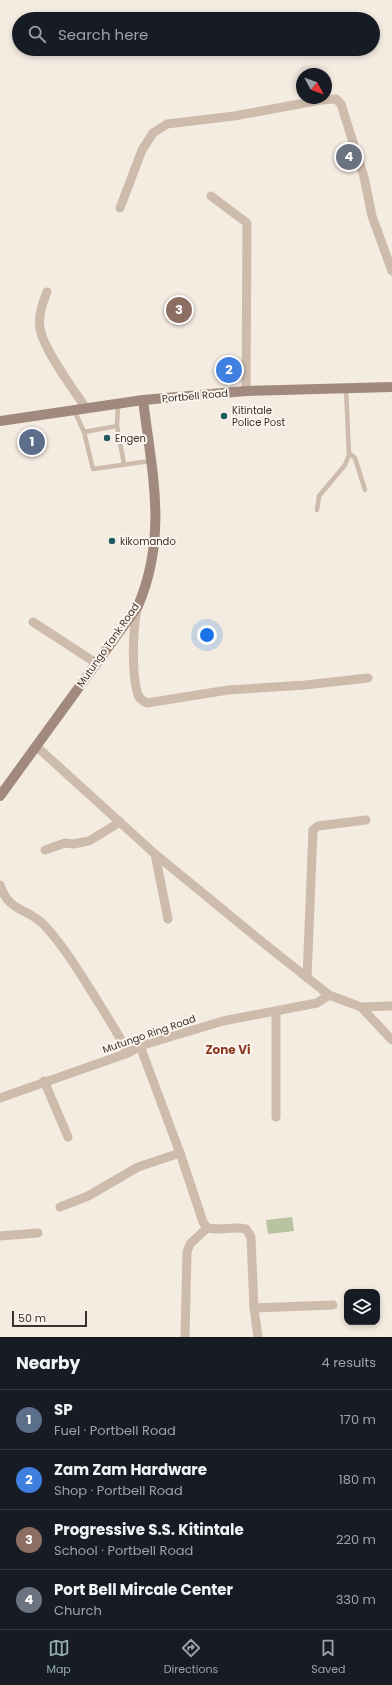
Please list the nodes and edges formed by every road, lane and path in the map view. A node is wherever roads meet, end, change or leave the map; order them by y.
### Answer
1 (211, 196) dead end
2 (120, 208) dead end
3 (392, 271) edge
4 (47, 292) dead end
5 (392, 387) edge
6 (346, 388) junction
7 (246, 391) junction
8 (143, 400) junction
9 (118, 404) junction
10 (86, 408) junction
11 (74, 410) junction
12 (0, 421) edge
13 (117, 426) junction
14 (84, 432) junction
15 (349, 453) junction
16 (150, 460) junction
17 (124, 464) junction
18 (365, 490) dead end
19 (318, 510) dead end
20 (138, 606) junction
21 (33, 622) dead end
22 (96, 663) junction
23 (368, 678) dead end
24 (36, 746) junction
25 (0, 796) edge
26 (366, 820) dead end
27 (120, 822) junction
28 (45, 850) dead end
29 (155, 854) junction
30 (0, 885) edge
31 (168, 919) dead end
32 (307, 978) junction
33 (329, 995) junction
34 (392, 1006) edge
35 (361, 1007) junction
36 (276, 1011) junction
37 (392, 1040) edge
38 (140, 1046) junction
39 (128, 1052) junction
40 (44, 1081) junction
41 (0, 1098) edge
42 (276, 1117) dead end
43 (68, 1137) dead end
44 (180, 1153) junction
45 (60, 1207) dead end
46 (207, 1228) junction
47 (38, 1232) dead end
48 (0, 1236) edge
49 (333, 1305) dead end
50 (254, 1308) junction
51 (185, 1337) edge
52 (258, 1337) edge

1 - 7 street
2 - 3 street
4 - 10 street
5 - 6 street, Portbell Road
6 - 7 street, Portbell Road
6 - 15 lane
7 - 8 street, Portbell Road
8 - 9 street, Portbell Road
8 - 16 street, Mutungo Tank Road
9 - 10 street, Portbell Road
9 - 13 lane
10 - 11 street, Portbell Road
11 - 12 street, Portbell Road
11 - 14 lane
13 - 14 lane
13 - 17 lane
14 - 17 lane
15 - 18 lane
15 - 19 lane
16 - 17 lane
16 - 20 street, Mutungo Tank Road
20 - 22 street, Mutungo Tank Road
20 - 23 street
21 - 22 street
22 - 24 street, Mutungo Tank Road
24 - 25 street, Mutungo Tank Road
24 - 27 street
26 - 32 street
27 - 28 street
27 - 29 street
29 - 31 street
29 - 32 street
30 - 39 street
32 - 33 street
33 - 35 street
33 - 36 street, Mutungo Ring Road
34 - 35 street
35 - 37 street
36 - 38 street, Mutungo Ring Road
36 - 42 street
38 - 39 street, Mutungo Ring Road
38 - 44 street
39 - 40 street, Mutungo Ring Road
40 - 41 street, Mutungo Ring Road
40 - 43 street
44 - 45 street
44 - 46 street
46 - 50 street
46 - 51 street
47 - 48 street
49 - 50 street
50 - 52 street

■ Assignment ■
Exact duplicates of all the entries are required, and no image may appear in them.

■ Result below ■
Please list the nodes and edges formed by every road, lane and path in the map view. A node is wherever roads meet, end, change or leave the map; order them by y.
### Answer
1 (211, 196) dead end
2 (120, 208) dead end
3 (392, 271) edge
4 (47, 292) dead end
5 (392, 387) edge
6 (346, 388) junction
7 (246, 391) junction
8 (143, 400) junction
9 (118, 404) junction
10 (86, 408) junction
11 (74, 410) junction
12 (0, 421) edge
13 (117, 426) junction
14 (84, 432) junction
15 (349, 453) junction
16 (150, 460) junction
17 (124, 464) junction
18 (365, 490) dead end
19 (318, 510) dead end
20 (138, 606) junction
21 (33, 622) dead end
22 (96, 663) junction
23 (368, 678) dead end
24 (36, 746) junction
25 (0, 796) edge
26 (366, 820) dead end
27 (120, 822) junction
28 (45, 850) dead end
29 (155, 854) junction
30 (0, 885) edge
31 (168, 919) dead end
32 (307, 978) junction
33 (329, 995) junction
34 (392, 1006) edge
35 (361, 1007) junction
36 (276, 1011) junction
37 (392, 1040) edge
38 (140, 1046) junction
39 (128, 1052) junction
40 (44, 1081) junction
41 (0, 1098) edge
42 (276, 1117) dead end
43 (68, 1137) dead end
44 (180, 1153) junction
45 (60, 1207) dead end
46 (207, 1228) junction
47 (38, 1232) dead end
48 (0, 1236) edge
49 (333, 1305) dead end
50 (254, 1308) junction
51 (185, 1337) edge
52 (258, 1337) edge

1 - 7 street
2 - 3 street
4 - 10 street
5 - 6 street, Portbell Road
6 - 7 street, Portbell Road
6 - 15 lane
7 - 8 street, Portbell Road
8 - 9 street, Portbell Road
8 - 16 street, Mutungo Tank Road
9 - 10 street, Portbell Road
9 - 13 lane
10 - 11 street, Portbell Road
11 - 12 street, Portbell Road
11 - 14 lane
13 - 14 lane
13 - 17 lane
14 - 17 lane
15 - 18 lane
15 - 19 lane
16 - 17 lane
16 - 20 street, Mutungo Tank Road
20 - 22 street, Mutungo Tank Road
20 - 23 street
21 - 22 street
22 - 24 street, Mutungo Tank Road
24 - 25 street, Mutungo Tank Road
24 - 27 street
26 - 32 street
27 - 28 street
27 - 29 street
29 - 31 street
29 - 32 street
30 - 39 street
32 - 33 street
33 - 35 street
33 - 36 street, Mutungo Ring Road
34 - 35 street
35 - 37 street
36 - 38 street, Mutungo Ring Road
36 - 42 street
38 - 39 street, Mutungo Ring Road
38 - 44 street
39 - 40 street, Mutungo Ring Road
40 - 41 street, Mutungo Ring Road
40 - 43 street
44 - 45 street
44 - 46 street
46 - 50 street
46 - 51 street
47 - 48 street
49 - 50 street
50 - 52 street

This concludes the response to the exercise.